Data to process below:
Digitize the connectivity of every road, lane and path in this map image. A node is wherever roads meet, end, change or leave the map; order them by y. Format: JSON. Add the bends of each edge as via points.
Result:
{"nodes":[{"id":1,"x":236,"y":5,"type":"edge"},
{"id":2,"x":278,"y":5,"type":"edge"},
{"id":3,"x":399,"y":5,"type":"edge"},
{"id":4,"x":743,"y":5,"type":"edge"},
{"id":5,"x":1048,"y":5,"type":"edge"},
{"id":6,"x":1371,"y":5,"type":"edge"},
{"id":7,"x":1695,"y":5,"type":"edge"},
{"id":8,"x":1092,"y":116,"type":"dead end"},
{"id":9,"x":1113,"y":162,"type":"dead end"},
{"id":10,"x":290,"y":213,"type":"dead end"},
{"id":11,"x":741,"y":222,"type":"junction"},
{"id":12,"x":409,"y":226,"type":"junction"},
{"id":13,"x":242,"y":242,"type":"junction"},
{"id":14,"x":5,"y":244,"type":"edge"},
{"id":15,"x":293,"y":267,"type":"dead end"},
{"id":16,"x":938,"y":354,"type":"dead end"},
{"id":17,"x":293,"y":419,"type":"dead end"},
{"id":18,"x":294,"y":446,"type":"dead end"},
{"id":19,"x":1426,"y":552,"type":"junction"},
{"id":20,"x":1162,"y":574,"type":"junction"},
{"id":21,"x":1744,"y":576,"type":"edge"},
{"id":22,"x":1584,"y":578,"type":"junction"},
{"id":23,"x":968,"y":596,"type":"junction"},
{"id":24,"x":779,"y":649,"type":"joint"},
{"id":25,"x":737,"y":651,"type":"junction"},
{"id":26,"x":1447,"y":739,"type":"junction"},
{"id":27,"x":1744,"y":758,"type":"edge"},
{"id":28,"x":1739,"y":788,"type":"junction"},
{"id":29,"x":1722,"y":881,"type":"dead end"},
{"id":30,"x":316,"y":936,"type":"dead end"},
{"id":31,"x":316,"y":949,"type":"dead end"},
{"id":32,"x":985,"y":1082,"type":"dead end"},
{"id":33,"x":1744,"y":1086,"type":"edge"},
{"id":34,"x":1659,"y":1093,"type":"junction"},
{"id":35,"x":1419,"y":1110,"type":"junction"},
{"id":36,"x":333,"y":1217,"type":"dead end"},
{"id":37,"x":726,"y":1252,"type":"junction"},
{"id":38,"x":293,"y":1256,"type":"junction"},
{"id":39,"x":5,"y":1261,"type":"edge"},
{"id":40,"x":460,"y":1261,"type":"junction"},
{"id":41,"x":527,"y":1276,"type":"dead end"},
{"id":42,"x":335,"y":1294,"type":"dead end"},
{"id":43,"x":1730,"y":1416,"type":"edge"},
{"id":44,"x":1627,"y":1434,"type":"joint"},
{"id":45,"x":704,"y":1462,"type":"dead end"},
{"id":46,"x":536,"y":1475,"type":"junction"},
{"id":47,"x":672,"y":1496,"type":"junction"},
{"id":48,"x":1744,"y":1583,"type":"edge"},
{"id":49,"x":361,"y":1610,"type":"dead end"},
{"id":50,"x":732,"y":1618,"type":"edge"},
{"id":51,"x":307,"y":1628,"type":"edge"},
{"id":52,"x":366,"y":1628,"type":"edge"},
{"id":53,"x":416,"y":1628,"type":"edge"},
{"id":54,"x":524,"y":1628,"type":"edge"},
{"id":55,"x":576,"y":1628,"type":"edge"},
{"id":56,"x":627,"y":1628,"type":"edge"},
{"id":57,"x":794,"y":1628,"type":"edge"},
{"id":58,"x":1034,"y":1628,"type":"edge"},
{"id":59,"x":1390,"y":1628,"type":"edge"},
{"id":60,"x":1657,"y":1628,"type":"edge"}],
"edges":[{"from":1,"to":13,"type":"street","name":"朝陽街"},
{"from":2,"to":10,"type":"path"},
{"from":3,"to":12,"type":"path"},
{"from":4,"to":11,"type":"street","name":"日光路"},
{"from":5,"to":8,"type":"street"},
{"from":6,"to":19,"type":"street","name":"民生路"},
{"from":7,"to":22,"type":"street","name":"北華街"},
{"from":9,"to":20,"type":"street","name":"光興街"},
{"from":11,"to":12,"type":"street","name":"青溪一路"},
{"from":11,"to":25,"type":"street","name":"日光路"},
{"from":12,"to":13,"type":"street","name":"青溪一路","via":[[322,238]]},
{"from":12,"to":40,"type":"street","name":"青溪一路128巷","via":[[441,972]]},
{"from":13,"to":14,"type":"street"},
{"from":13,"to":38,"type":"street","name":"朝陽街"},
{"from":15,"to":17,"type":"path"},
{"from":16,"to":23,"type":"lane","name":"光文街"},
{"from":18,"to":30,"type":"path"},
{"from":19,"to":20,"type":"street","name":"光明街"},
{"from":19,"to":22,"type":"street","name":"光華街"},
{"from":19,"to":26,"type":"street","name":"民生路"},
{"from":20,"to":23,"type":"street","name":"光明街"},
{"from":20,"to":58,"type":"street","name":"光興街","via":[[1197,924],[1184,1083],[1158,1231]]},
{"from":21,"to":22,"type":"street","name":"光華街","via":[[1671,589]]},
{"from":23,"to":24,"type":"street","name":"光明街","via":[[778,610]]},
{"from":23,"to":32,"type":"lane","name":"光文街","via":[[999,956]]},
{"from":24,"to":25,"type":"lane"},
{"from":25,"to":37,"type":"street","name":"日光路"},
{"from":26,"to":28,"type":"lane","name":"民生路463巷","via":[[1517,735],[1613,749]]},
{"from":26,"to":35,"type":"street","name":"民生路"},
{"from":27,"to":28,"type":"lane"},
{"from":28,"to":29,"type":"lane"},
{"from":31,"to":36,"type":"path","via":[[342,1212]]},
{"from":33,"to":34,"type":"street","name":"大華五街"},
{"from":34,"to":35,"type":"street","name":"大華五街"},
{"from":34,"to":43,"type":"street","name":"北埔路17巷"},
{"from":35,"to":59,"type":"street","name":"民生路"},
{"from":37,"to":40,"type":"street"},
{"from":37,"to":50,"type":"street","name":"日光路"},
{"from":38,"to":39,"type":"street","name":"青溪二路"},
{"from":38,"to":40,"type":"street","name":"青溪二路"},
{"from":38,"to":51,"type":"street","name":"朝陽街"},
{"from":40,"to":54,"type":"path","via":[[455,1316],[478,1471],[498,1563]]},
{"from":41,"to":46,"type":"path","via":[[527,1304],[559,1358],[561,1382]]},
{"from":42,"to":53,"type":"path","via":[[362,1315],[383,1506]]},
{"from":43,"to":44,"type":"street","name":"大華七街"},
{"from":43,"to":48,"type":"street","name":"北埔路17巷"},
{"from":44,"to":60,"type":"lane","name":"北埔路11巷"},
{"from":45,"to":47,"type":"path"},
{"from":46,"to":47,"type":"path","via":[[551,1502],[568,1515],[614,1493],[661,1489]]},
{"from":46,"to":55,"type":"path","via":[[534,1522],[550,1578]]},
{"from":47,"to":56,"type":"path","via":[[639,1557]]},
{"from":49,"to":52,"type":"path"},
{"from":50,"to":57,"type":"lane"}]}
End of Data to process.
▸ **Directions for this task**
Set down the data above once more so that nothing differs from the original.

▸ **Finished task**
Digitize the connectivity of every road, lane and path in this map image. A node is wherever roads meet, end, change or leave the map; order them by y. Format: JSON. Add the bends of each edge as via points.
Result:
{"nodes":[{"id":1,"x":236,"y":5,"type":"edge"},
{"id":2,"x":278,"y":5,"type":"edge"},
{"id":3,"x":399,"y":5,"type":"edge"},
{"id":4,"x":743,"y":5,"type":"edge"},
{"id":5,"x":1048,"y":5,"type":"edge"},
{"id":6,"x":1371,"y":5,"type":"edge"},
{"id":7,"x":1695,"y":5,"type":"edge"},
{"id":8,"x":1092,"y":116,"type":"dead end"},
{"id":9,"x":1113,"y":162,"type":"dead end"},
{"id":10,"x":290,"y":213,"type":"dead end"},
{"id":11,"x":741,"y":222,"type":"junction"},
{"id":12,"x":409,"y":226,"type":"junction"},
{"id":13,"x":242,"y":242,"type":"junction"},
{"id":14,"x":5,"y":244,"type":"edge"},
{"id":15,"x":293,"y":267,"type":"dead end"},
{"id":16,"x":938,"y":354,"type":"dead end"},
{"id":17,"x":293,"y":419,"type":"dead end"},
{"id":18,"x":294,"y":446,"type":"dead end"},
{"id":19,"x":1426,"y":552,"type":"junction"},
{"id":20,"x":1162,"y":574,"type":"junction"},
{"id":21,"x":1744,"y":576,"type":"edge"},
{"id":22,"x":1584,"y":578,"type":"junction"},
{"id":23,"x":968,"y":596,"type":"junction"},
{"id":24,"x":779,"y":649,"type":"joint"},
{"id":25,"x":737,"y":651,"type":"junction"},
{"id":26,"x":1447,"y":739,"type":"junction"},
{"id":27,"x":1744,"y":758,"type":"edge"},
{"id":28,"x":1739,"y":788,"type":"junction"},
{"id":29,"x":1722,"y":881,"type":"dead end"},
{"id":30,"x":316,"y":936,"type":"dead end"},
{"id":31,"x":316,"y":949,"type":"dead end"},
{"id":32,"x":985,"y":1082,"type":"dead end"},
{"id":33,"x":1744,"y":1086,"type":"edge"},
{"id":34,"x":1659,"y":1093,"type":"junction"},
{"id":35,"x":1419,"y":1110,"type":"junction"},
{"id":36,"x":333,"y":1217,"type":"dead end"},
{"id":37,"x":726,"y":1252,"type":"junction"},
{"id":38,"x":293,"y":1256,"type":"junction"},
{"id":39,"x":5,"y":1261,"type":"edge"},
{"id":40,"x":460,"y":1261,"type":"junction"},
{"id":41,"x":527,"y":1276,"type":"dead end"},
{"id":42,"x":335,"y":1294,"type":"dead end"},
{"id":43,"x":1730,"y":1416,"type":"edge"},
{"id":44,"x":1627,"y":1434,"type":"joint"},
{"id":45,"x":704,"y":1462,"type":"dead end"},
{"id":46,"x":536,"y":1475,"type":"junction"},
{"id":47,"x":672,"y":1496,"type":"junction"},
{"id":48,"x":1744,"y":1583,"type":"edge"},
{"id":49,"x":361,"y":1610,"type":"dead end"},
{"id":50,"x":732,"y":1618,"type":"edge"},
{"id":51,"x":307,"y":1628,"type":"edge"},
{"id":52,"x":366,"y":1628,"type":"edge"},
{"id":53,"x":416,"y":1628,"type":"edge"},
{"id":54,"x":524,"y":1628,"type":"edge"},
{"id":55,"x":576,"y":1628,"type":"edge"},
{"id":56,"x":627,"y":1628,"type":"edge"},
{"id":57,"x":794,"y":1628,"type":"edge"},
{"id":58,"x":1034,"y":1628,"type":"edge"},
{"id":59,"x":1390,"y":1628,"type":"edge"},
{"id":60,"x":1657,"y":1628,"type":"edge"}],
"edges":[{"from":1,"to":13,"type":"street","name":"朝陽街"},
{"from":2,"to":10,"type":"path"},
{"from":3,"to":12,"type":"path"},
{"from":4,"to":11,"type":"street","name":"日光路"},
{"from":5,"to":8,"type":"street"},
{"from":6,"to":19,"type":"street","name":"民生路"},
{"from":7,"to":22,"type":"street","name":"北華街"},
{"from":9,"to":20,"type":"street","name":"光興街"},
{"from":11,"to":12,"type":"street","name":"青溪一路"},
{"from":11,"to":25,"type":"street","name":"日光路"},
{"from":12,"to":13,"type":"street","name":"青溪一路","via":[[322,238]]},
{"from":12,"to":40,"type":"street","name":"青溪一路128巷","via":[[441,972]]},
{"from":13,"to":14,"type":"street"},
{"from":13,"to":38,"type":"street","name":"朝陽街"},
{"from":15,"to":17,"type":"path"},
{"from":16,"to":23,"type":"lane","name":"光文街"},
{"from":18,"to":30,"type":"path"},
{"from":19,"to":20,"type":"street","name":"光明街"},
{"from":19,"to":22,"type":"street","name":"光華街"},
{"from":19,"to":26,"type":"street","name":"民生路"},
{"from":20,"to":23,"type":"street","name":"光明街"},
{"from":20,"to":58,"type":"street","name":"光興街","via":[[1197,924],[1184,1083],[1158,1231]]},
{"from":21,"to":22,"type":"street","name":"光華街","via":[[1671,589]]},
{"from":23,"to":24,"type":"street","name":"光明街","via":[[778,610]]},
{"from":23,"to":32,"type":"lane","name":"光文街","via":[[999,956]]},
{"from":24,"to":25,"type":"lane"},
{"from":25,"to":37,"type":"street","name":"日光路"},
{"from":26,"to":28,"type":"lane","name":"民生路463巷","via":[[1517,735],[1613,749]]},
{"from":26,"to":35,"type":"street","name":"民生路"},
{"from":27,"to":28,"type":"lane"},
{"from":28,"to":29,"type":"lane"},
{"from":31,"to":36,"type":"path","via":[[342,1212]]},
{"from":33,"to":34,"type":"street","name":"大華五街"},
{"from":34,"to":35,"type":"street","name":"大華五街"},
{"from":34,"to":43,"type":"street","name":"北埔路17巷"},
{"from":35,"to":59,"type":"street","name":"民生路"},
{"from":37,"to":40,"type":"street"},
{"from":37,"to":50,"type":"street","name":"日光路"},
{"from":38,"to":39,"type":"street","name":"青溪二路"},
{"from":38,"to":40,"type":"street","name":"青溪二路"},
{"from":38,"to":51,"type":"street","name":"朝陽街"},
{"from":40,"to":54,"type":"path","via":[[455,1316],[478,1471],[498,1563]]},
{"from":41,"to":46,"type":"path","via":[[527,1304],[559,1358],[561,1382]]},
{"from":42,"to":53,"type":"path","via":[[362,1315],[383,1506]]},
{"from":43,"to":44,"type":"street","name":"大華七街"},
{"from":43,"to":48,"type":"street","name":"北埔路17巷"},
{"from":44,"to":60,"type":"lane","name":"北埔路11巷"},
{"from":45,"to":47,"type":"path"},
{"from":46,"to":47,"type":"path","via":[[551,1502],[568,1515],[614,1493],[661,1489]]},
{"from":46,"to":55,"type":"path","via":[[534,1522],[550,1578]]},
{"from":47,"to":56,"type":"path","via":[[639,1557]]},
{"from":49,"to":52,"type":"path"},
{"from":50,"to":57,"type":"lane"}]}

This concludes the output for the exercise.